**DATA FOR THIS EXERCISE**
↓↓↓
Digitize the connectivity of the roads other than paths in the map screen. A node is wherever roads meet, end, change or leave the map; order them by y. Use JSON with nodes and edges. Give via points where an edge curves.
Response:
↑↑↑
↓↓↓
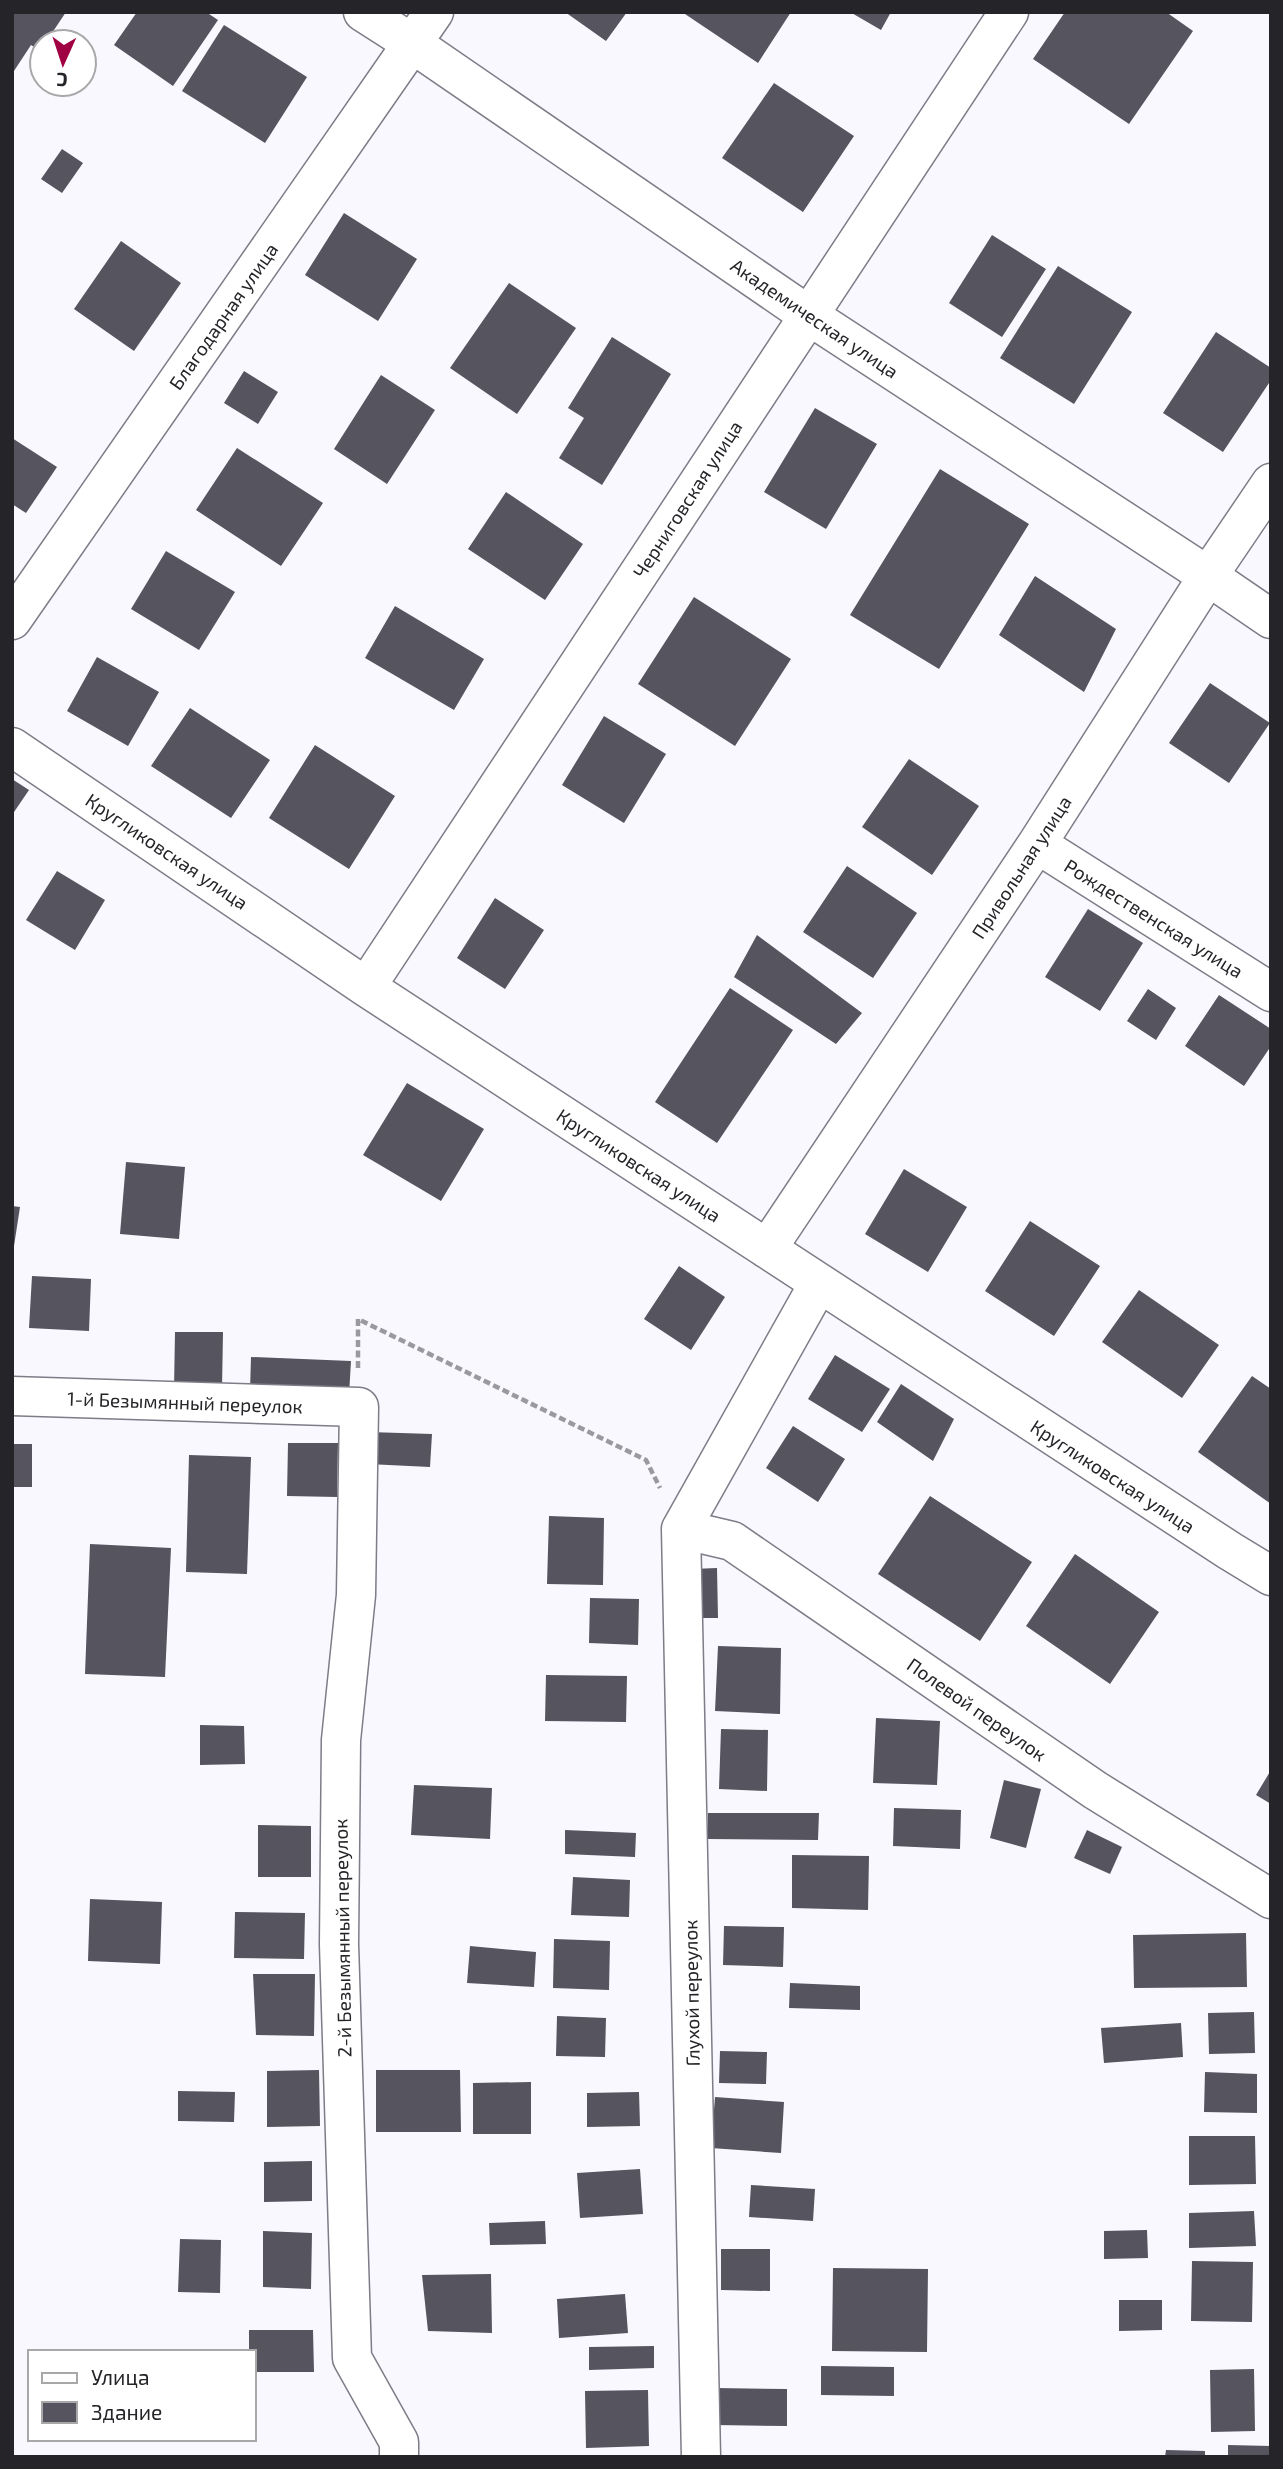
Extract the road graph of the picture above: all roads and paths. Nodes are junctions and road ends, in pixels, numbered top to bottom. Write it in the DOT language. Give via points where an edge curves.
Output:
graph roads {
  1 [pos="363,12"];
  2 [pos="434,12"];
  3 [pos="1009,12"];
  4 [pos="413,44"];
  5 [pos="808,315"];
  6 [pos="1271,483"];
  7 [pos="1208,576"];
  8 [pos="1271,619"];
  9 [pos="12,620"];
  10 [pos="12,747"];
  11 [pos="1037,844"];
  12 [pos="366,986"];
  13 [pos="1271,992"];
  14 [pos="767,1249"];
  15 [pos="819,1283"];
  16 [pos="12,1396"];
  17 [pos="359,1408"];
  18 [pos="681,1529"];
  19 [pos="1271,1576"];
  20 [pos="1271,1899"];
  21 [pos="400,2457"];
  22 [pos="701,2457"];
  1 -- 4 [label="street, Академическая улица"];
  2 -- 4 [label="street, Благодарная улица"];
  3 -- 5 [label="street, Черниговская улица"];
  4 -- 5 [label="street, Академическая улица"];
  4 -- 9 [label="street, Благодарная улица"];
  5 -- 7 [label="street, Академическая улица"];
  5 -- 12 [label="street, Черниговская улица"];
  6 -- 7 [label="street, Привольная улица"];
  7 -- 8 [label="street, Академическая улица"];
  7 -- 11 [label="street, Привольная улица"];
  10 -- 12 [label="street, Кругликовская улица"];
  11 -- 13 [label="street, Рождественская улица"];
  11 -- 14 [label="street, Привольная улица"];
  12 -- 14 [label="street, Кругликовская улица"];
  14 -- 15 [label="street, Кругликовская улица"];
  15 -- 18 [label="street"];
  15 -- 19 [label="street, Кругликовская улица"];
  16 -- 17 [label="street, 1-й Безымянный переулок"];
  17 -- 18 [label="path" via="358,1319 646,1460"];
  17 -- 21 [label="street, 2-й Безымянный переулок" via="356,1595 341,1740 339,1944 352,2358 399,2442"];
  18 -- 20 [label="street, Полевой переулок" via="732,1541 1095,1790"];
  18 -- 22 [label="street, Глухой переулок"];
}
↑↑↑
**DESCRIPTION OF THE TASK**
Each line above that contains the string "edge" should be identified and copied.

**SOLUTION TO THIS EXERCISE**
Digitize the connectivity of the roads other than paths in the map screen. A node is wherever roads meet, end, change or leave the map; order them by y. Use JSON with nodes and edges. Give via points where an edge curves.
Extract the road graph of the picture above: all roads and paths. Nodes are junctions and road ends, in pixels, numbered top to bottom. Write it in the DOT language. Give via points where an edge curves.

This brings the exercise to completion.